PROMPT: Pull every line containing "Oliver" out of the listing below.

WORKING DATA:
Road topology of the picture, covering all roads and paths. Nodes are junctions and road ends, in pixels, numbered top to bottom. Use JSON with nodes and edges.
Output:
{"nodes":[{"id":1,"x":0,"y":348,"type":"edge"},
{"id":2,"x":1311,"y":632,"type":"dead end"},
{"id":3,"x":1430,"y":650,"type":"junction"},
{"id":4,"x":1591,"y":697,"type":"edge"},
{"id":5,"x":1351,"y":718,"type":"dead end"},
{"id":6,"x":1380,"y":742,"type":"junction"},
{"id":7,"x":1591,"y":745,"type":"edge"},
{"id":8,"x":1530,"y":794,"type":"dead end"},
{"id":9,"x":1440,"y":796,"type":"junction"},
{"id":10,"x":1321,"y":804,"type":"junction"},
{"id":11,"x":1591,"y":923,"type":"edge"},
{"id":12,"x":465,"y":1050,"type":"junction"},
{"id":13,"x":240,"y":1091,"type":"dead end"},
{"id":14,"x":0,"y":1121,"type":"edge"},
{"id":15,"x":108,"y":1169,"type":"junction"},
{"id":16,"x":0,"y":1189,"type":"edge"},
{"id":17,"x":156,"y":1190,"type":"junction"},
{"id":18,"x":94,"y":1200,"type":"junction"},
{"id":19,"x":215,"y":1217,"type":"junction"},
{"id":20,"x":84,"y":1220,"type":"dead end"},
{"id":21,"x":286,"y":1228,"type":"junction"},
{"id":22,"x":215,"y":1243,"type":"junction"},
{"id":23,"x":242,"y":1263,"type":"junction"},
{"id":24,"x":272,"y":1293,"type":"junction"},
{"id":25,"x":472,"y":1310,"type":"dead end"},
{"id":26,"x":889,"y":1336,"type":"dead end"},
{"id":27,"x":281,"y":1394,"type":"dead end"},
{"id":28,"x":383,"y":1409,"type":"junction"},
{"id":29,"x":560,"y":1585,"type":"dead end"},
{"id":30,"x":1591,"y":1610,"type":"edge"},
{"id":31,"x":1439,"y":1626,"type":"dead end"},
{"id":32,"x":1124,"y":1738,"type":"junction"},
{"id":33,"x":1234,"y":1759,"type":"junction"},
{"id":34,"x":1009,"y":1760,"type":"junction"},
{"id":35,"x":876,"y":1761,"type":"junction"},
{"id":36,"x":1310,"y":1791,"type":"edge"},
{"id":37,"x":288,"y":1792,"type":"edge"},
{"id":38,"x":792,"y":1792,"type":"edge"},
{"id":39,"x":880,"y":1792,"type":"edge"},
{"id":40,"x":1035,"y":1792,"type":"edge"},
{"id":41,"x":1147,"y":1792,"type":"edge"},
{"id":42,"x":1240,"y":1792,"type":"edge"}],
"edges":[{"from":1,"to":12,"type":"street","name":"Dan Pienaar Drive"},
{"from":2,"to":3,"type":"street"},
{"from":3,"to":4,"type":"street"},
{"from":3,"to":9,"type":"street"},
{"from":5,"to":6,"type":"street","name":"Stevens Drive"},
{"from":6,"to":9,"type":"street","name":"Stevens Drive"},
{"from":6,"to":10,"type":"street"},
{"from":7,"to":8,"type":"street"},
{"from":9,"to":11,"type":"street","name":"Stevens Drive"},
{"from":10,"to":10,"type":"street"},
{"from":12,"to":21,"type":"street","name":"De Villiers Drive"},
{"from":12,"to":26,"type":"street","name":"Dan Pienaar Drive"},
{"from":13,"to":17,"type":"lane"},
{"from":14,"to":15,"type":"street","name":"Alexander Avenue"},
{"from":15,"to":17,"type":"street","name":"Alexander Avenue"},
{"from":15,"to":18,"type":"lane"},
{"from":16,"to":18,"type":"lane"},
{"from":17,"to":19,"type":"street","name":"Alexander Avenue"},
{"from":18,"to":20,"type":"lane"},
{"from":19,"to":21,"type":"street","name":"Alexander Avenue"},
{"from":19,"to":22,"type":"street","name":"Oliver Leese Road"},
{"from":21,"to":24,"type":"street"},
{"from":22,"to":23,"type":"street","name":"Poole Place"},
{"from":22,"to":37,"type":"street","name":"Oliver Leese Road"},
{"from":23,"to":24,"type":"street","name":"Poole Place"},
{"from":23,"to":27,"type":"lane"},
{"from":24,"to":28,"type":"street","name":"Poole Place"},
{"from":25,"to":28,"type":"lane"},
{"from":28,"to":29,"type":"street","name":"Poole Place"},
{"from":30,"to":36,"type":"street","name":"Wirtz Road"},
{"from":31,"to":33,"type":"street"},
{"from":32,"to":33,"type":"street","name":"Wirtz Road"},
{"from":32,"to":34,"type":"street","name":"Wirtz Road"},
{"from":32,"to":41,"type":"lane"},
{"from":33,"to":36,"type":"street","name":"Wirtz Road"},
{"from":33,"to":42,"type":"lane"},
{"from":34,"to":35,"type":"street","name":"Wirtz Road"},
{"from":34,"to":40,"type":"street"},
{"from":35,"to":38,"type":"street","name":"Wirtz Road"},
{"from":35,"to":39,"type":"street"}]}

EXPECTED ANSWER:
{"from":19,"to":22,"type":"street","name":"Oliver Leese Road"},
{"from":22,"to":37,"type":"street","name":"Oliver Leese Road"},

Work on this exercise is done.